SMASH REPRESSION: STREET PARADE MODENA [FOTO + TESTI]

DALLA STREET PARADE DI MODENA DEL 28 OTTOBRE 2023

Il 28 ottobre 2023, nella città della strage al carcere Sant’Anna,  ad un anno dal rave di Modena nord e dalla legge anti-rave, un anno di sgomberi, repressione e ostilità, per le strade e nei quartieri, un fiume di persone si è ripreso le strade al grido di Smash Repression, contro la società del proibizionismo, delle gabbie e dei CPR, in solidarietà ai rave, alle TAZ, agli spazi sociali e a chi lotta.

Riceviamo e diffondiamo alcune riflessioni, volantini e interventi portati quel giorno + qualche foto.

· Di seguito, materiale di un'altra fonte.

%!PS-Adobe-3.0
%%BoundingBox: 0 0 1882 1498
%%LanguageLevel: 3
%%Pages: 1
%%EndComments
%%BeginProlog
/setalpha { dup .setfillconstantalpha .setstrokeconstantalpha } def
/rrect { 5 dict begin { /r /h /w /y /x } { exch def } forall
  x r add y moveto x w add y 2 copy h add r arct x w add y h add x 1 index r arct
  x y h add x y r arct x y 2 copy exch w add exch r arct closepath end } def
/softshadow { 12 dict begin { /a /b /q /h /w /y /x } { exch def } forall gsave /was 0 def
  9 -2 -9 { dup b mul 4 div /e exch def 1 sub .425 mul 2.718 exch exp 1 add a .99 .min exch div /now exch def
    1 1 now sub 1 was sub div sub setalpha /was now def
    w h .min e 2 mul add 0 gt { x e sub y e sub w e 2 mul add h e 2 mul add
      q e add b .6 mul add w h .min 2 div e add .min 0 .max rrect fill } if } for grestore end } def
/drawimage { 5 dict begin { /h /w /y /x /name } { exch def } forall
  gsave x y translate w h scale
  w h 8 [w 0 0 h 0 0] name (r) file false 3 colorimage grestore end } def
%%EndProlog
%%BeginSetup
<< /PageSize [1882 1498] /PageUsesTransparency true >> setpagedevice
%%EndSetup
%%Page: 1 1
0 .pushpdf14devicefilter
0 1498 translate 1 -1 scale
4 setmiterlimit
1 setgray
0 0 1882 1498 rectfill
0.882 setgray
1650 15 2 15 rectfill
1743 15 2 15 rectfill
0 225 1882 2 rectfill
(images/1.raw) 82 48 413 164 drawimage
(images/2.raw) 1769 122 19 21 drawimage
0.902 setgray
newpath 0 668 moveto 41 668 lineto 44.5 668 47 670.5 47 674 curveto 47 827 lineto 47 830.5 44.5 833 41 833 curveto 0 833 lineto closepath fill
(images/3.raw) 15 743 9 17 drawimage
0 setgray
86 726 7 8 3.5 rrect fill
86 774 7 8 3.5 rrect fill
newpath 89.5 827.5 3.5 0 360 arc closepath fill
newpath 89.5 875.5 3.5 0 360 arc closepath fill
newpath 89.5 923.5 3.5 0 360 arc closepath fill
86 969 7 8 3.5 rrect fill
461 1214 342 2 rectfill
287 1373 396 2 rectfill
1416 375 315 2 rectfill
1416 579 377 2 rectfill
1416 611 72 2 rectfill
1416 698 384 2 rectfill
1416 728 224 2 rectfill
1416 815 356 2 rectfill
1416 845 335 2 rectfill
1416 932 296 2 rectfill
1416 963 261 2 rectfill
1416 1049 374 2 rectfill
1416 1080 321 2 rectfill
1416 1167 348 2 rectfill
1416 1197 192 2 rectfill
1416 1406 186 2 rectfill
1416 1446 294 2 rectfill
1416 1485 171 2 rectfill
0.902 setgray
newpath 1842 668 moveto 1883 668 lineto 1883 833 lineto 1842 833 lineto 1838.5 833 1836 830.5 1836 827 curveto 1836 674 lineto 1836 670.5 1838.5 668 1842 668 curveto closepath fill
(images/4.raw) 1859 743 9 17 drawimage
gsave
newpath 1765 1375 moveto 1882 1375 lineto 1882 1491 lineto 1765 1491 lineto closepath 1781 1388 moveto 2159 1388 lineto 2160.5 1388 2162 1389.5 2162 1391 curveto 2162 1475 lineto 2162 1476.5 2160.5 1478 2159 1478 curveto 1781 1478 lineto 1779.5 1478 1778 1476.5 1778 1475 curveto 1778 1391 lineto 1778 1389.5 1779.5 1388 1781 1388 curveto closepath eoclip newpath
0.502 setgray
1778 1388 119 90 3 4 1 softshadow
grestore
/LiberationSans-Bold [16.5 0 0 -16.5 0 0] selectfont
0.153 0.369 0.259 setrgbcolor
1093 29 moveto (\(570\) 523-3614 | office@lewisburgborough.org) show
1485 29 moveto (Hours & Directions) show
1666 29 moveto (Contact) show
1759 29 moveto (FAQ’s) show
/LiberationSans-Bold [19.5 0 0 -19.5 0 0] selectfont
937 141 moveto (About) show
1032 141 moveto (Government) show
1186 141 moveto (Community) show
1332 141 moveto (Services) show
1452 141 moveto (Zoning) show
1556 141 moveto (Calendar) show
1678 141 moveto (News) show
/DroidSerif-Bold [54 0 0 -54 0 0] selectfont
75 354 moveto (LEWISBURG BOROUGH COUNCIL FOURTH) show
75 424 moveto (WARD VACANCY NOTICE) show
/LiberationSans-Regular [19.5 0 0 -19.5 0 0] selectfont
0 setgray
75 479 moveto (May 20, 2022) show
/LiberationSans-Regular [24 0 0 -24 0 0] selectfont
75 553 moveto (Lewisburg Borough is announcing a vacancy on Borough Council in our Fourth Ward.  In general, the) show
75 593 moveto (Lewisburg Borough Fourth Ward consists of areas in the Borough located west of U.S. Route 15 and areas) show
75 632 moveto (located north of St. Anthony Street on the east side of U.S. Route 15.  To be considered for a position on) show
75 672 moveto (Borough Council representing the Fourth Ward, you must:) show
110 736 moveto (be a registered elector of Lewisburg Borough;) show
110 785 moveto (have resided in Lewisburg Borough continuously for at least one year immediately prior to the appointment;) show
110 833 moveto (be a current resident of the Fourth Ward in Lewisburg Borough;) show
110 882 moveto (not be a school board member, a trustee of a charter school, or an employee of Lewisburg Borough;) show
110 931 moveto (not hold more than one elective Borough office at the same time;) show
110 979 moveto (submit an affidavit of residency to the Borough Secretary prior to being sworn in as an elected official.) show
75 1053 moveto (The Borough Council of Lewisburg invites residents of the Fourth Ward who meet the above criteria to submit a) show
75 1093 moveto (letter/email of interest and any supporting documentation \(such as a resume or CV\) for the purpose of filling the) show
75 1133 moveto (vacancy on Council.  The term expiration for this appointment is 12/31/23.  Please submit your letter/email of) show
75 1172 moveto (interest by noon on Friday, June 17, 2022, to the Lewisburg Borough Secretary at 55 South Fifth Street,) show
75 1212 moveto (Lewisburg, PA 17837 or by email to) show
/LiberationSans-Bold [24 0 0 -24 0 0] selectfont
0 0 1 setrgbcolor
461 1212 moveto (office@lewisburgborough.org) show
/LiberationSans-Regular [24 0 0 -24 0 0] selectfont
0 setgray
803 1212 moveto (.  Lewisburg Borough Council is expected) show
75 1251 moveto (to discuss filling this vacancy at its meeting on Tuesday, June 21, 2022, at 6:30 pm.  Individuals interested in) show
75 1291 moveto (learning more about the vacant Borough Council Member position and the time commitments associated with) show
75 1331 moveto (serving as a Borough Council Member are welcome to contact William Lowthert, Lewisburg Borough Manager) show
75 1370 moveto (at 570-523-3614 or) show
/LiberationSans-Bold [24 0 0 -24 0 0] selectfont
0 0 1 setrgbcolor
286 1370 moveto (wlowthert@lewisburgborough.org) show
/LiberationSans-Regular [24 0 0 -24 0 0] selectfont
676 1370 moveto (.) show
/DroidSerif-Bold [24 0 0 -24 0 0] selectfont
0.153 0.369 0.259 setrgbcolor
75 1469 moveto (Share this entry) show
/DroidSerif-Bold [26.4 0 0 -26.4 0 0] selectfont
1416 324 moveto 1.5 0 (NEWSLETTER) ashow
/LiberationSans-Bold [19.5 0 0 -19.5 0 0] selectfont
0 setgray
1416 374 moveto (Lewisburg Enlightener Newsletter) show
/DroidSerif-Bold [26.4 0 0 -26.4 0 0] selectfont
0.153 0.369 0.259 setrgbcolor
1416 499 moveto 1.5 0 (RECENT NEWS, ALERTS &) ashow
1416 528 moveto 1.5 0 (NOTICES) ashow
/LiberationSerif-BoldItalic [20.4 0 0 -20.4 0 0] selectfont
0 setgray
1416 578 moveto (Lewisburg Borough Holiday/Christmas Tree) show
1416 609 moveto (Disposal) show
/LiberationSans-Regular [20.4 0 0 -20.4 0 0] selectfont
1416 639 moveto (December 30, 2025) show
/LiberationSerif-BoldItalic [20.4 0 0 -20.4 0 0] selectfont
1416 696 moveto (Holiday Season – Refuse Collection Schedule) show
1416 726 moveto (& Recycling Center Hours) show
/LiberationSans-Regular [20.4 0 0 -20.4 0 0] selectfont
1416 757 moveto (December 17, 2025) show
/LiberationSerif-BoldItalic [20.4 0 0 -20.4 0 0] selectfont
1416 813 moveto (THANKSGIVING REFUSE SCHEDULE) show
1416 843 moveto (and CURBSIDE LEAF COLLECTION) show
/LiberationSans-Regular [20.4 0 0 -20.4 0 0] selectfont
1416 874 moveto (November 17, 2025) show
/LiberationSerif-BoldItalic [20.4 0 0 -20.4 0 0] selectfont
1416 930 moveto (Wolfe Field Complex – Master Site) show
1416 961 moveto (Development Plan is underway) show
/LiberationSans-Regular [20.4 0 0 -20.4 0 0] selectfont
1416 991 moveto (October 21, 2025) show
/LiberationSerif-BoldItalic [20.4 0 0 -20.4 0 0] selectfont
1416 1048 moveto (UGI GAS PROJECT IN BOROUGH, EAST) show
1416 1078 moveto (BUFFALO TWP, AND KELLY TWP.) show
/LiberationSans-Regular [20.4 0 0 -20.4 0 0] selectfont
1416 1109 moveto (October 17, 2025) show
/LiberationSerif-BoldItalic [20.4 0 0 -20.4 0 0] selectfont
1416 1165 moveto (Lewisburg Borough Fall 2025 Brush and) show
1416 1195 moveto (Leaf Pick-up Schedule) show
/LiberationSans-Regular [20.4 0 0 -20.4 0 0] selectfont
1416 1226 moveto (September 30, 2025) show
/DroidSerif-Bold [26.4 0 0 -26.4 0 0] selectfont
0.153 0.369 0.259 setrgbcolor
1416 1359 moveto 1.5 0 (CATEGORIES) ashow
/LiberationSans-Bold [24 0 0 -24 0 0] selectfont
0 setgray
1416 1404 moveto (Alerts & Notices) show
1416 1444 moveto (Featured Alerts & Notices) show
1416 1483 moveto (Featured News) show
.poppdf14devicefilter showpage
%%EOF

Siamo qui oggi contro il cosiddetto “decreto anti-rave”, ora legge, primo atto dell’attuale governo neofascista, legge che introduce una pena dai 3 ai 6 anni di reclusione per chi invade terreni o edifici per realizzare “raduni musicali” o altro tipo di intrattenimento  e aggregazione. È evidente la volontà dello Stato di reprimere ogni forma di organizzazione dal basso e impedire qualsiasi tipo di socialità fuori dal mercato, che non sia regolata dalla sua disciplina. Ce lo dicono gli sgomberi che avvengono in ogni città. Ce lo dicono i fogli di via che sono arrivati in questi giorni per impedire a compagne e compagni di essere qui con noi, per fare in modo che qui fuori in strada si sia sempre meno.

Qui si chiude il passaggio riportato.